The advantage of the WLN over an LFN is that the WLN allows maximum powder room, which gives maximum possible power, while the wide meplat delivers that power quite a bit more severely than the LFN. The WLN is ONLY for heavier bullet weights. The WFN has the same meplat size as the WLN, but the nose must be shorter to avoid having excessive unlubricated bearing surface outside the case, which makes it most suitible for medium to light weight bullets. Be aware when I speak of bullet weights I'm speaking of the offerings in the LBT catalog, not standard jacketed bullet weights.
For 41 caliber I don't like to sell the LFN for game, because of the small meplat, but as caliber goes up the difference in impact between the LFN and WLN/WFN gets narrower. Mr Fowler didn't state anything about calibers he has used, and doesn't see a great difference in killing power between the LFN and the wider meplat bullets, but I would estimate that 95% of my customers would argue that, as I would.

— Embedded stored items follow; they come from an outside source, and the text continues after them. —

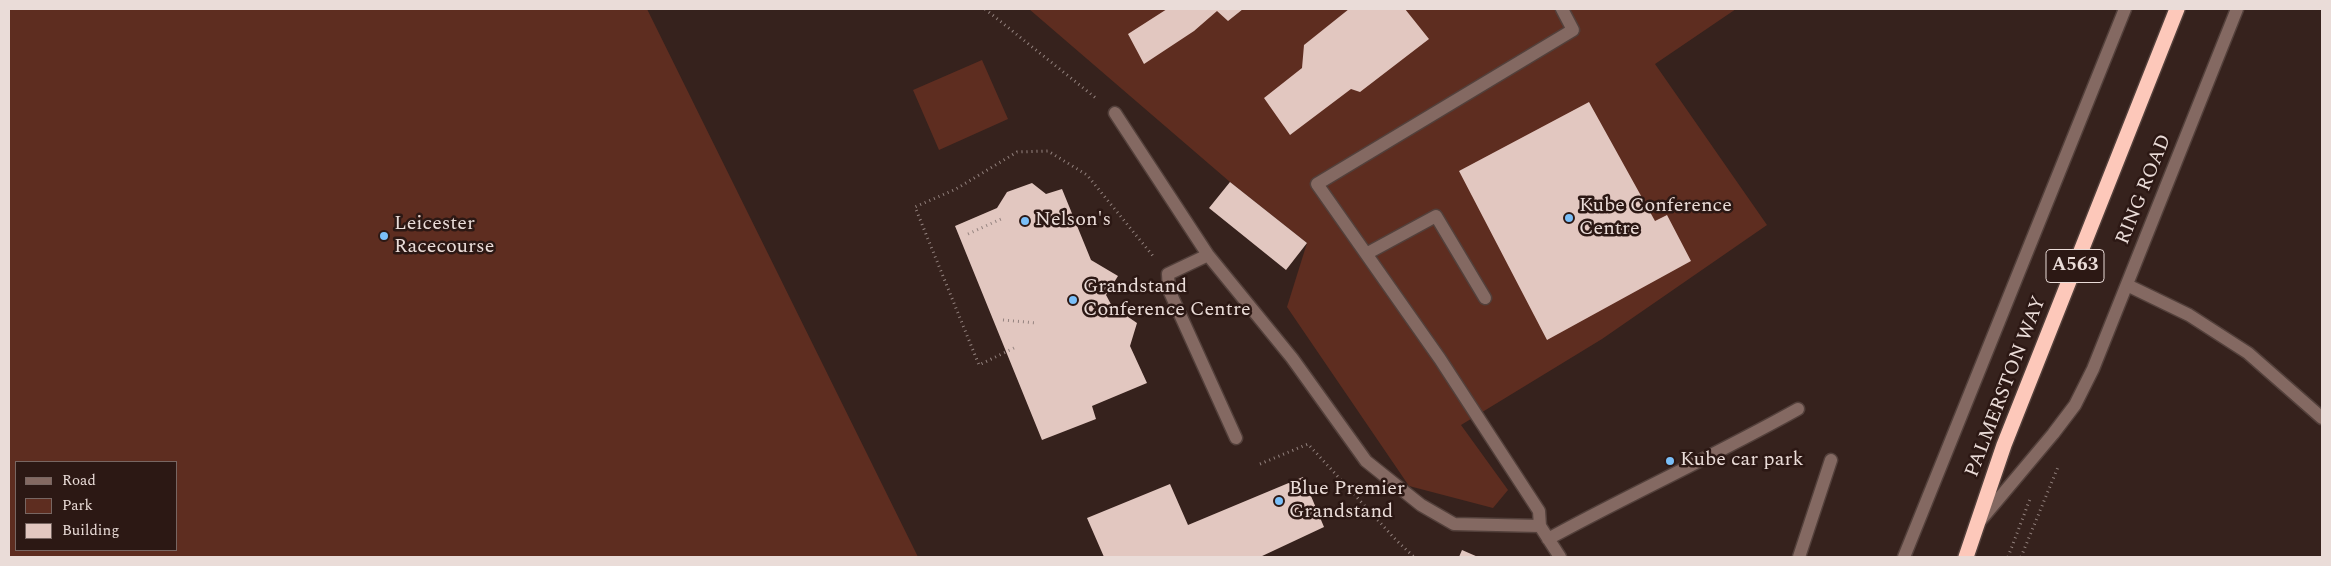 <!DOCTYPE html>
<html>
<head>
<meta charset="utf-8">
<style>
	body { margin:0 }
	#map { position:relative; width:2331px; height:566px; overflow:hidden; background:#36221d; font-family:Spectral,serif }
	canvas { display:block }
	.frame { position:absolute; inset:0; border:10px solid #eadcd8; pointer-events:none }
	.legend { position:absolute; left:15px; top:461px; width:162px; height:90px; box-sizing:border-box; background:#2c1814; border:1px solid #786662; margin:0; padding:6px 9px; list-style:none; font-size:15px; color:#eadcd8 }
	.legend li { display:flex; align-items:center; gap:10px; height:25px }
	.legend b { width:25px; border:1px solid #786662 }
</style>
</head>
<body>
<div id="map">
<canvas width="2331" height="566"></canvas>
<div class="frame"></div>
<ul class="legend">
<li><b style="height:6px;background:#846962"></b>Road</li>
<li><b style="height:14px;background:#5e2d20"></b>Park</li>
<li><b style="height:14px;background:#e2c7c0"></b>Building</li>
</ul>
</div>
<script>
const g = document.querySelector('canvas').getContext('2d');
g.lineJoin = 'round';
function paint(path, color) { g.fillStyle = color; g.fill(path, 'evenodd'); }
function trace(path, color, width, dash) { g.strokeStyle = color; g.lineWidth = width; g.lineCap = dash ? 'butt' : 'round'; g.setLineDash(dash || []); g.stroke(path); }
function write(font, color, halo, rows, align = 'center') {
  g.font = font + ' Spectral,serif'; g.lineWidth = 5; g.setLineDash([]); g.textBaseline = 'middle'; g.strokeStyle = halo; g.fillStyle = color; for (const [text, x, y, turn = 0] of rows) {
    g.save(); g.translate(x, y); g.rotate((+turn || 0) * Math.PI / 180); g.textAlign = isNaN(turn) ? turn : align; if (halo) g.strokeText(text, 0, 0); g.fillText(text, 0, 0); g.restore();
  }
}
const green = new Path2D(`
	M9 9H647L918 557H9ZM16 462H176V550H16Z
	M1029 9H1736L1655 64 1767 225 1602 339 1461 425 1508 490 1493 508 1409 486 1287 307 1307 243 1230 182Z
	M982 60 1008 119 939 150 913 90Z`);
const building = new Path2D(`
	M1167 9H1243L1228 21 1217 11 1194 31 1144 64 1128 34Z
	M1349 9H1405L1429 39 1360 92 1351 89 1290 135 1264 98 1302 68 1304 45Z
	M1589 102 1655 221 1667 215 1691 261 1547 340 1459 171Z
	M1230 182 1307 243 1286 270 1209 208Z
	M1032 183 1046 194 1062 189 1091 260 1118 276 1106 295 1112 306 1137 323 1130 346 1147 383 1092 406 1096 419 1042 440 955 226 997 208 1007 192Z
	M1303 477 1324 527 1260 557H1104L1087 518 1170 484 1188 525Z
	M1462 550 1478 557H1459Z`);
const path = new Path2D(`
	M985 9 1097 99
	M968 234 1001 219
	M1003 320 1037 323
	M1014 348 979 365 915 207 956 189 1017 152 1048 151 1087 175 1153 256
	M1260 464 1308 444 1396 540 1414 557
	M2008 557 2030 499
	M2021 557 2058 467`);
const minor = new Path2D(`
	M1115 113 1208 255 1292 358 1366 461 1421 505 1454 524 1540 526 1560 557
	M1366 254 1436 216 1485 298
	M1208 255 1168 274 1169 290 1236 438
	M2127 285 2189 315 2248 353 2322 418
	M1980 521 2053 434 2075 405 2093 369 2237 9
	M1540 526 1539 511 1440 359 1317 184 1573 30 1562 9
	M1548 539C1630 494 1716 455 1798 409
	M1799 557 1831 460
	M1904 557 2125 9`);
const highway = new Path2D(`
	M1966 557 2004 445 2177 9`);
const markers = [
	[1569,218,5,"#7abff8"],
	[1025,221,5,"#7abff8"],
	[384,236,5,"#7abff8"],
	[1073,300,5,"#7abff8"],
	[1670,461,5,"#7abff8"],
	[1279,501,5,"#7abff8"]
];
const shields = [
	[2075,266,58]
];
const shieldNames = [
	["A563",2075,266]
];
const streetNames = [
	["RING ROAD",2145,190,-68],
	["PALMERSTON WAY",2007,387,-69]
];
const poiNames = [
	["Kube Conference",1579,207],
	["Centre",1579,230],
	["Nelson's",1035,221],
	["Leicester",394,225],
	["Racecourse",394,248],
	["Grandstand",1083,288],
	["Conference Centre",1083,311],
	["Kube car park",1680,461],
	["Blue Premier",1289,490],
	["Grandstand",1289,513]
];
paint(green, '#5e2d20');
paint(building, '#e2c7c0');
trace(minor, '#53403b', 15);
trace(highway, '#53403b', 18);
trace(path, '#94837f', 3, [1, 4]);
trace(minor, '#846962', 12);
trace(highway, '#fdc8ba', 15);
for (const [x, y, r, color] of markers) { const dot = new Path2D(); dot.arc(x, y, r, 0, 2 * Math.PI); g.fillStyle = color; g.fill(dot); trace(dot, '#2c1814', 2); }
for (const [x, y, w] of shields) { const box = new Path2D(); box.roundRect(x - w / 2, y - 16.5, w, 33, 4); g.fillStyle = '#2c1814'; g.fill(box); trace(box, '#eadcd8', 1); }
write('bold 19px', '#eadcd8', null, shieldNames);
write('20px', '#eadcd8', '#2c1814', streetNames);
write('20px', '#eadcd8', '#2c1814', poiNames, 'left');
</script>
</body>
</html>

If the middle weight WFN's are used, and if the bullets are properly fitted to the revolver per my recommendations, I don't believe many people can see a difference in accuracy between LFN and WFN out to 100 yards, but at longer range the LFN will be more precise due to its better flight form. If heavy weights are compared, LFN vs WLN the LFN will definately be most accurate at the longer ranges especially. However most revolvers WHEN PROPERLY SET UP AND FITTED PER MY SPECIFICATIONS, AND IF THE CASTER DOES A GOOD JOB OF VISUAL BULLET INSPECTION, will put most of the bullet weights and profiles I sell into 2 inches at 100 yards. (Notice I leaned hard on visual inspection. Weight sorting is not needed or benificial if all bullets look real good.)
Ross Seyfried wrote up an artical for Guns and Ammo sometime in the 90's on revolver accuracy. In it he used a 45 colt Ruger Bisley loaded with my 325 gr WFN, gas checked, to 1450 fps as I recall. He was able to print groups that could be covered completely with a standard size postage stamp, at 100 yards. He fitted the gun and bullets exactly to my specs.

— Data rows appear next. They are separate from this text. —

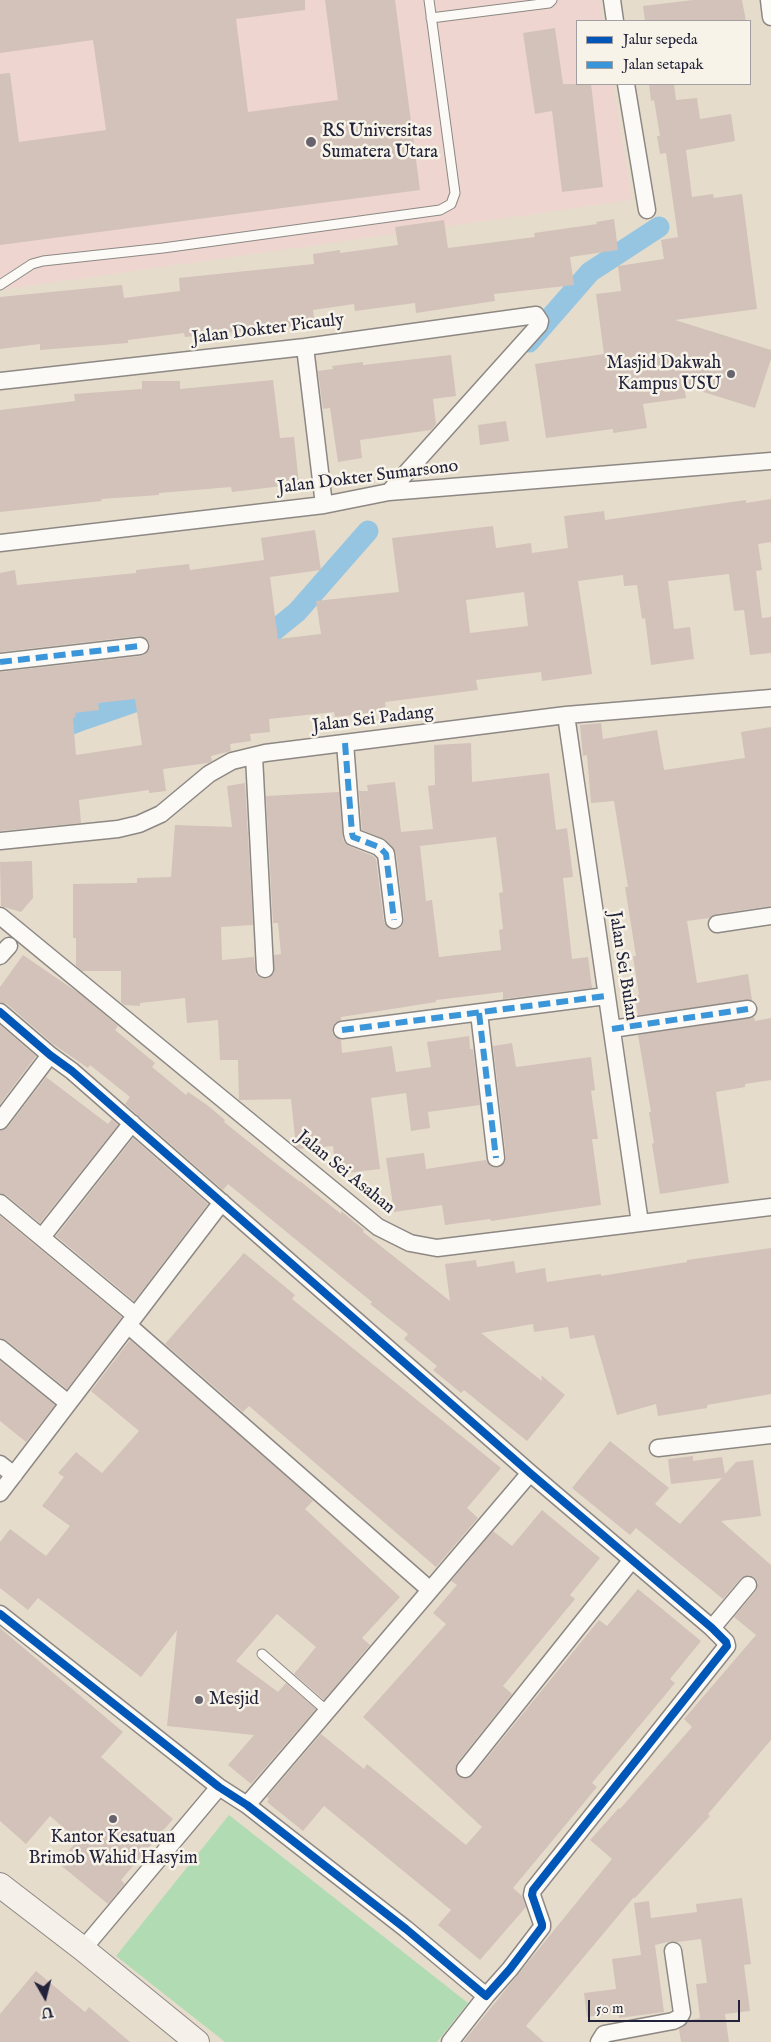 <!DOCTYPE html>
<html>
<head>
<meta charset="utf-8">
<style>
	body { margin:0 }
	#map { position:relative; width:771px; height:2042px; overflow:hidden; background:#e6dccc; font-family:"IM FELL English",serif }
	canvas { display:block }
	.legend { position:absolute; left:576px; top:20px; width:175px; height:65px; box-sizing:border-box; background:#f7f3e8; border:1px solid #a29fa3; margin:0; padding:6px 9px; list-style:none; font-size:15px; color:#22223b }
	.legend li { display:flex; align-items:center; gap:10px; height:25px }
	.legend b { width:25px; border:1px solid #a29fa3 }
	.north { position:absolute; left:20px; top:1972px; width:50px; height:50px; -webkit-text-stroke:4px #f7f3e8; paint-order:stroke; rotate:172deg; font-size:14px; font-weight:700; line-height:20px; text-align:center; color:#22223b }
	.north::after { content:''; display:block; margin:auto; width:18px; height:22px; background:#22223b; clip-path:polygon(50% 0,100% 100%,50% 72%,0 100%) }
	.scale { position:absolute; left:588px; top:2000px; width:152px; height:22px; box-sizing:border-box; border:2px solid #22223b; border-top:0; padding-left:6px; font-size:15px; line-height:18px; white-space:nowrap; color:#22223b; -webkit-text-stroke:4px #f7f3e8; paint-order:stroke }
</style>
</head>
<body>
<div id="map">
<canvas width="771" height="2042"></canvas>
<ul class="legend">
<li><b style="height:6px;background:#0057b8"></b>Jalur sepeda</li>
<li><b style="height:6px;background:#3b95d9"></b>Jalan setapak</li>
</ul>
<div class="north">U</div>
<div class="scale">50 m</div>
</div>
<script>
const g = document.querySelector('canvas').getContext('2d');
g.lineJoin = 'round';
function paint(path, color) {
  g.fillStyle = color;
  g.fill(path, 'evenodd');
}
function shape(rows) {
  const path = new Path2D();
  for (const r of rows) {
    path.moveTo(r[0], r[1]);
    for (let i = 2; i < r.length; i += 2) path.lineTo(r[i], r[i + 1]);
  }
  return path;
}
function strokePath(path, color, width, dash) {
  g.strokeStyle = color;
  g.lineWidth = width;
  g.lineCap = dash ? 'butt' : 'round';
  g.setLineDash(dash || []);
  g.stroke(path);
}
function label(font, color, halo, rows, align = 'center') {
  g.font = font + ' "IM FELL English",serif';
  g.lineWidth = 5;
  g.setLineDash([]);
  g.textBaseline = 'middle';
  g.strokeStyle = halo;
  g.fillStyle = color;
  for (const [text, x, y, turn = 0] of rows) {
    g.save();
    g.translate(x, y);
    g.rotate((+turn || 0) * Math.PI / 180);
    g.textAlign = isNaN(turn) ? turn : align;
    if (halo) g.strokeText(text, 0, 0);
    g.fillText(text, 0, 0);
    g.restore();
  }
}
paint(shape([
	[0,0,600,0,603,21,577,21,577,84,613,84,632,200,0,290]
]), '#efd5d0');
paint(shape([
	[229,1815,468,2003,437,2042,225,2042,116,1956]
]), '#b1dcb3');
strokePath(shape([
	[529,342,590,272,659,227],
	[255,646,297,612,368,531],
	[0,751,85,719,163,692]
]), '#96c5e2', 21);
paint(shape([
	[0,0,305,0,305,10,236,19,248,112,338,100,325,0,395,0,420,190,0,245,0,74,10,73,19,142,106,130,93,40,0,53],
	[693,0,742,0,746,21,645,21,643,6],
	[555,28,563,84,591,84,603,187,562,192,552,111,535,114,523,33],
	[649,84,674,84,676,100,697,98,700,119,731,114,735,141,686,150,692,197,713,194,714,198,742,194,757,309,675,320,771,350,771,359,755,408,684,386,686,398,643,404,647,428,613,433,613,429,546,438,535,364,604,354,596,294,621,291,618,266,664,259,661,240,678,237,666,153,660,154,657,136,660,136,654,100,651,101],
	[614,219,618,250,570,257,574,285,494,294,495,301,416,313,415,303,355,311,354,304,313,310,315,324,185,337,184,333,128,340,128,343,40,350,40,344,0,349,0,297,122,285,124,298,180,291,179,278,314,264,313,254,340,250,340,253,398,245,395,227,444,220,448,248,535,237,534,233,597,224,596,222],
	[451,355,456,396,433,399,436,424,431,430,360,440,362,458,338,462,330,408,323,409,318,371,333,369,332,366,363,362,363,365],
	[273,380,280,438,294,437,299,484,232,492,231,487,159,493,159,495,101,499,102,501,0,512,0,410,75,401,74,394,142,389,142,381,180,381,180,389],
	[506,421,509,441,480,445,478,425],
	[771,499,771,542,758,544,762,570,756,571,762,618,771,617,771,653,750,655,744,610,734,611,729,574,668,581,674,629,690,627,694,659,651,665,645,618,642,619,637,585,624,586,623,575,578,581,592,674,542,681,541,672,476,680,478,690,385,702,386,711,335,717,334,712,269,719,270,732,250,734,251,741,230,744,231,751,211,756,212,761,208,763,163,769,166,791,149,793,149,790,79,800,81,823,0,831,0,672,141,656,146,654,150,645,148,640,139,636,0,652,0,573,15,570,17,585,136,573,136,570,189,564,190,570,264,560,261,538,315,530,321,570,270,577,278,639,321,634,316,601,399,592,392,538,493,526,496,548,531,543,532,553,568,548,564,516,604,511,605,520,746,500,746,503],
	[524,592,528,626,470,633,466,600],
	[135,699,142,745,76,755,73,718,76,717,75,713,99,710,98,703],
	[601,723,603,739,657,730,664,770,745,758,741,732,771,727,771,906,716,914,709,918,687,921,697,983,748,974,752,1000,638,1015,635,995,639,995,633,956,636,956,625,887,628,887,614,801,591,803,587,755,583,756,580,725],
	[471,743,472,782,549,773,556,830,567,828,573,877,563,878,572,959,588,957,592,988,503,999,503,992,436,1000,436,1002,341,1017,341,1020,333,1026,332,1031,334,1036,341,1040,342,1053,392,1046,396,1072,431,1067,427,1042,469,1036,470,1049,473,1049,480,1105,428,1112,430,1128,411,1131,406,1093,371,1098,380,1169,336,1174,333,1146,300,1149,296,1147,291,1099,239,1100,238,1060,220,1060,218,1020,187,1023,185,998,140,1003,140,1006,124,1005,121,1002,121,971,82,971,76,966,76,938,73,938,73,884,137,883,137,878,171,877,175,825,232,827,227,786,245,783,253,925,221,927,222,960,254,957,256,974,261,978,266,979,274,973,274,955,281,954,278,923,273,923,266,796,339,792,343,840,349,846,373,856,376,859,384,922,390,929,400,928,403,924,404,919,396,852,386,840,362,830,359,791,368,791,367,785,395,782,401,832,433,829,428,786,435,785,434,745],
	[496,837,503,892,499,893,503,929,499,930,501,950,439,957,432,900,426,901,420,846],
	[32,861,33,898,21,912,1,906,0,862],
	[23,955,80,994,118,1026,115,1030,155,1063,152,1067,186,1095,188,1092,207,1105,225,1120,224,1122,274,1162,300,1182,300,1181,341,1214,341,1211,364,1230,363,1232,450,1301,445,1264,476,1260,477,1267,514,1261,516,1273,545,1268,547,1282,601,1274,601,1276,687,1262,687,1260,771,1248,771,1394,707,1405,707,1408,658,1416,656,1404,617,1415,594,1335,570,1339,568,1327,534,1332,533,1324,481,1333,542,1381,541,1375,565,1395,527,1441,464,1390,461,1393,433,1370,437,1366,404,1339,408,1334,370,1304,372,1302,228,1184,223,1190,125,1104,130,1097,90,1065,88,1068,53,1044,7,1004,0,1002,0,987],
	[754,1017,755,1021,771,1018,771,1080,745,1084,745,1087,716,1092,729,1183,660,1194,652,1144,654,1143,649,1112,651,1112,638,1035],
	[0,1025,36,1056,0,1104],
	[512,1043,516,1067,591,1057,595,1090,591,1091,598,1139,592,1139,601,1205,491,1221,490,1219,445,1225,442,1205,394,1212,386,1158,424,1153,426,1169,486,1160,492,1167,497,1168,505,1162,506,1157,493,1046],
	[46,1077,108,1124,112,1119,118,1125,40,1223,6,1195,0,1193,0,1131,8,1127],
	[133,1138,208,1204,134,1301,56,1236],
	[0,1216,122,1317,67,1389,6,1340,0,1338],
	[244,1253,295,1295,292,1299,501,1468,467,1508,478,1518,436,1567,249,1406,243,1412,165,1344],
	[130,1340,304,1492,313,1501,305,1509,400,1597,362,1638,370,1645,324,1700,294,1674,316,1647,277,1614,236,1661,278,1692,286,1683,316,1709,251,1784,228,1765,254,1735,167,1726,177,1630,141,1677,38,1598,28,1610,0,1588,0,1542,10,1529,46,1556,70,1526,42,1506,64,1477,58,1473,76,1452,102,1473,139,1431,91,1391],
	[0,1361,55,1405,26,1442,0,1421],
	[610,1441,669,1488,655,1504,680,1524,722,1478,671,1484,668,1459,693,1456,693,1461,722,1457,725,1474,736,1462,753,1460,761,1516,721,1521,771,1565,771,1740,708,1814,710,1816,634,1899,634,1897,526,2026,544,2042,463,2042,612,1859,590,1840,619,1808,620,1809,692,1727,684,1719,756,1635,734,1617,756,1591,758,1582,754,1577,749,1575,741,1578,723,1599,636,1528,630,1535,572,1488],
	[542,1510,600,1558,570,1595,575,1599,503,1686,512,1694,457,1763,455,1768,458,1776,464,1779,473,1775,599,1620,607,1626,638,1589,701,1641,670,1679,675,1683,592,1783,597,1787,513,1888,522,1896,526,1907,480,1960,438,1925,451,1910,324,1806,303,1831,267,1802,269,1799,267,1797,321,1734,364,1769,367,1764,466,1845,482,1827,363,1717,446,1624,433,1613,457,1585,451,1581,493,1531,512,1546],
	[0,1628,123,1732,101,1757,173,1819,121,1880,125,1884,108,1904,58,1863,78,1840,50,1816,26,1844,0,1821],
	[742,1898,751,1964,744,1965,750,2011,725,2014,729,2042,681,2042,679,2029,690,2020,700,2018,696,1984,707,1983,701,1939,677,1942,672,1941,655,1945,664,2012,619,2018,619,2012,587,2017,584,1993,616,1989,612,1959,641,1955,634,1903,649,1901,651,1918,697,1912,696,1904],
	[36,1971,85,2012,89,2007,130,2042,0,2042,0,2014]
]), '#d2c2b9');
const lane = shape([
	[431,18,549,3,552,0],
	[0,285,32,264,43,261,163,248,440,210,451,204,455,193,429,0],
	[262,1654,327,1711]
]);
const street = shape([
	[612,0,615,21],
	[769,0,771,17],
	[626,84,647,210],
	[305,347,324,505],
	[0,381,305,347,536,315,540,321,539,325,389,492],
	[0,543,324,505,389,492,771,461],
	[0,662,140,646],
	[566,715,640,1223],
	[345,743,352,833,353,837,379,847,386,854,394,920],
	[254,756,265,969],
	[0,841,118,829,139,824,161,814,209,774,232,761,265,753,566,715,771,698],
	[0,916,378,1227,410,1243,437,1248,771,1207],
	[717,924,771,916],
	[0,956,9,946],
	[0,1012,50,1055,72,1071,530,1473,712,1628,726,1642,727,1646,533,1890,532,1895,542,1924,542,1927,510,1969,486,1996,406,1929,247,1805,219,1787,0,1614],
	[479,1013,496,1158],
	[612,1029,748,1009],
	[342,1030,606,996],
	[0,1121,50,1055],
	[0,1203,135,1315],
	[42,1237,132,1123],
	[128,1325,429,1589],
	[0,1348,68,1403],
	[658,1448,771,1435],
	[0,1464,14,1475],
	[0,1493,222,1202],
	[712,1628,748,1585],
	[465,1769,631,1561],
	[247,1805,530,1473],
	[83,1949,219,1787],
	[450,2042,486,1996],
	[599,2042,604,2034,673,2021,679,2018,682,2013,673,1951]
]);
const secondary = shape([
	[0,1885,83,1949,197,2042]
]);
strokePath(lane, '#8d8884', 11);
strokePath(street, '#8d8884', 19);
strokePath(secondary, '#8d8884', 26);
strokePath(lane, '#fbfaf7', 9);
strokePath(street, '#fbfaf7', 16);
strokePath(secondary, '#f5f0ea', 24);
strokePath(shape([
	[0,662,140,646],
	[345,743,352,833,353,837,379,847,386,854,394,920],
	[479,1013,496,1158],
	[612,1029,748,1009],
	[342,1030,606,996]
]), '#3b95d9', 6, [12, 6]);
strokePath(shape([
	[0,1012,50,1055,72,1071,530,1473,712,1628,726,1642,727,1646,533,1890,532,1895,542,1924,542,1927,510,1969,486,1996,406,1929,247,1805,219,1787,0,1614]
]), '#0057b8', 8);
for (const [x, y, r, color] of [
	[311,142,6,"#67636e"],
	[731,374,5,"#67636e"],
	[199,1700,5,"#67636e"],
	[113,1819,5,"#67636e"]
]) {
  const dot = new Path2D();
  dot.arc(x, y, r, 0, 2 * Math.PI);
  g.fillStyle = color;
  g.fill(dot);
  strokePath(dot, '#f7f3e8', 2);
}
label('18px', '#22223b', '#f7f3e8', [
	["RS Universitas",322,132],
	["Sumatera Utara",322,153],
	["Masjid Dakwah",721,364,"right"],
	["Kampus USU",721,385,"right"],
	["Mesjid",209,1700],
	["Kantor Kesatuan",113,1838,"center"],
	["Brimob Wahid Hasyim",113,1859,"center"]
], 'left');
label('18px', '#22223b', '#f7f3e8', [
	["Jalan Dokter Picauly",268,330,-7],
	["Jalan Dokter Sumarsono",368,478,-7],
	["Jalan Sei Padang",373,720,-7],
	["Jalan Sei Bulan",622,966,81],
	["Jalan Sei Asahan",345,1173,39]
]);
</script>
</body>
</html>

What I'm saying here is, get a bullet that kills the best, do your homework, and it will make you happy in the accuracy department, and on game.
As for bullet weights. ---- When I developed the line of LBT bullets there was quite a rage for maximum power and weight, and there was really nothing available in heavy weights that performed well and at safe pressures. I spent a lot of months developing the most efficient power getting bullets ever, and have over the years since, decided that most people are far better off using the middle weight bullets, and at that, not driving them too fast, as too much power causes too much recoil for most shooters, which hurts their accuracy potential so badly that the power is worthless. When making a determination as to what speed to drive them, use my Displacement Velocity formula and stay over 100 and under 130.